Par Christophe Magnette

Décidément les professeurs de cuisine aiment la vie de château. Après le Vivier à Ecully, siège de l’Institut Paul Bocuse, c’est au tour de Lacroix-Laval d’accueillir un Centre de Formation des Apprentis.

Comme une forme de réappropriation de la formation aux métiers de la restauration (cuisine, sommellerie, salle etc.) avec pour dessein de susciter des vocations et révéler des talents. C’est en ces termes que Christian Têtedoie, le pilote du projet, a profité de l’assemblée générale des Toques Blanches Lyonnaises pour présenter cette opération inédite à ses confrères. Qui verra, par ailleurs, une “Toque Blanche” siéger au conseil d’administration.

L’idée ? Apporter une offre différente en matière de formation

L’aspect inédit de ce CFA de la gastronomie réside à la fois dans le fond et dans la forme : la dimension pédagogique sera assurée par des chefs (en complément du corps professoral), provenant des six coins de la France (quatre-vingts cuisiniers, dont certains parmi les plus grands ont confirmé leur participation) et ce, pour un cumul de 250 jours. Quant aux élèves, nous tablons sur une promotion de cent cinquante jeunes au profil similaire : en sortie de troisième et souhaitant préparer un CAP ou un BEP.”

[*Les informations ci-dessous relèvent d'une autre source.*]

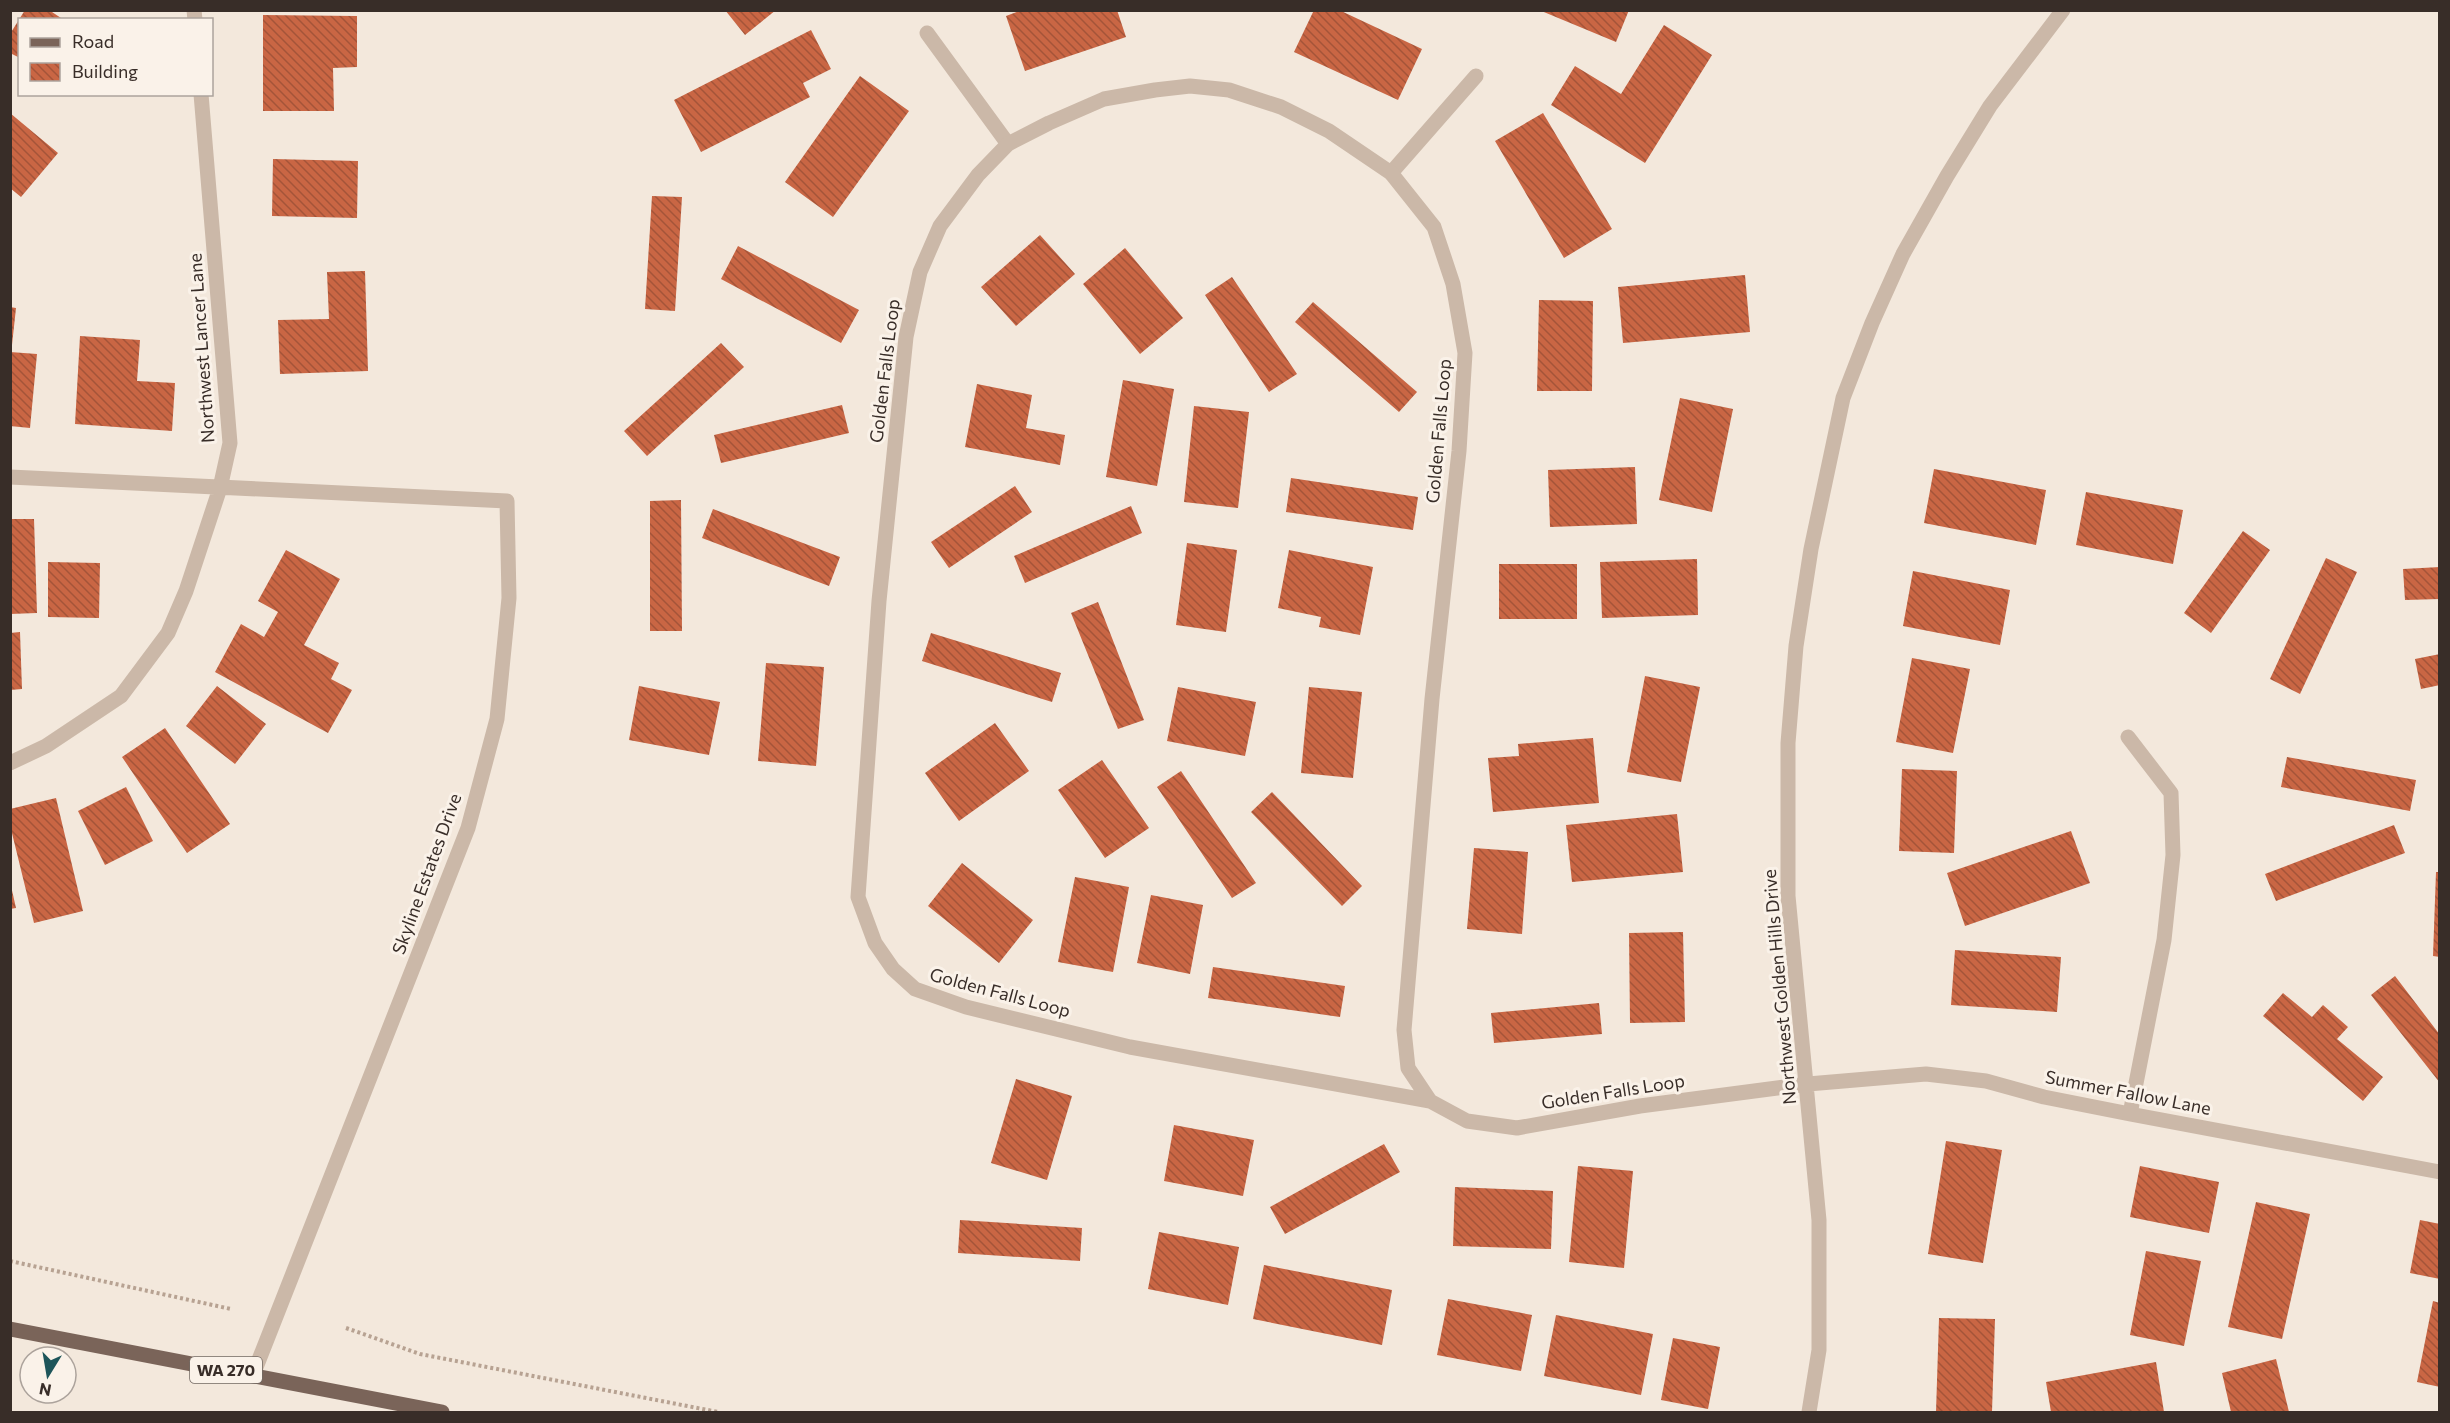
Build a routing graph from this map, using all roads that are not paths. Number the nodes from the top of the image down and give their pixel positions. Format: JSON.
{"nodes":[{"id":1,"x":2063,"y":10,"type":"edge"},
{"id":2,"x":927,"y":33,"type":"dead end"},
{"id":3,"x":1476,"y":76,"type":"dead end"},
{"id":4,"x":201,"y":96,"type":"edge"},
{"id":5,"x":1008,"y":144,"type":"junction"},
{"id":6,"x":1391,"y":173,"type":"junction"},
{"id":7,"x":10,"y":477,"type":"edge"},
{"id":8,"x":220,"y":488,"type":"junction"},
{"id":9,"x":2128,"y":737,"type":"dead end"},
{"id":10,"x":10,"y":763,"type":"edge"},
{"id":11,"x":1808,"y":1084,"type":"junction"},
{"id":12,"x":1430,"y":1101,"type":"junction"},
{"id":13,"x":2130,"y":1114,"type":"junction"},
{"id":14,"x":2439,"y":1172,"type":"edge"},
{"id":15,"x":10,"y":1329,"type":"edge"},
{"id":16,"x":253,"y":1376,"type":"junction"},
{"id":17,"x":442,"y":1413,"type":"edge"},
{"id":18,"x":1809,"y":1413,"type":"edge"}],
"edges":[{"from":1,"to":11,"type":"street","name":"Northwest Golden Hills Drive"},
{"from":2,"to":5,"type":"street"},
{"from":3,"to":6,"type":"street"},
{"from":4,"to":8,"type":"street","name":"Northwest Lancer Lane"},
{"from":5,"to":6,"type":"street","name":"Golden Falls Loop"},
{"from":5,"to":12,"type":"street","name":"Golden Falls Loop"},
{"from":6,"to":12,"type":"street","name":"Golden Falls Loop"},
{"from":7,"to":8,"type":"street"},
{"from":8,"to":10,"type":"street","name":"Northwest Lancer Lane"},
{"from":8,"to":16,"type":"street","name":"Skyline Estates Drive"},
{"from":9,"to":13,"type":"street"},
{"from":11,"to":12,"type":"street","name":"Golden Falls Loop"},
{"from":11,"to":13,"type":"street","name":"Summer Fallow Lane"},
{"from":11,"to":18,"type":"street","name":"Northwest Golden Hills Drive"},
{"from":13,"to":14,"type":"street","name":"Summer Fallow Lane"},
{"from":15,"to":16,"type":"main road","number":"WA 270"},
{"from":16,"to":17,"type":"main road","number":"WA 270"}]}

La formation ? Gratuite et effectuée en alternance

Espérée pour 2021, l’ouverture du CFA de la gastronomie est appelée à voir le jour dans un bel écrin, propriété du Département du Rhône puis de la Métropole de Lyon : le château de Lacroix-Laval à Marcy-l’Étoile qui verra ses 3 600 m² réhabilités pour l’occasion afin d’accueillir deux restaurants d’application (dont un logé dans l’Orangerie de Sébastien), des cuisines, une quarantaine de chambres pour les pensionnaires et même un potager.

Coût estimé ? 10 millions d’euros, dont une grande partie supportée par la Région Auvergne Rhône-Alpes.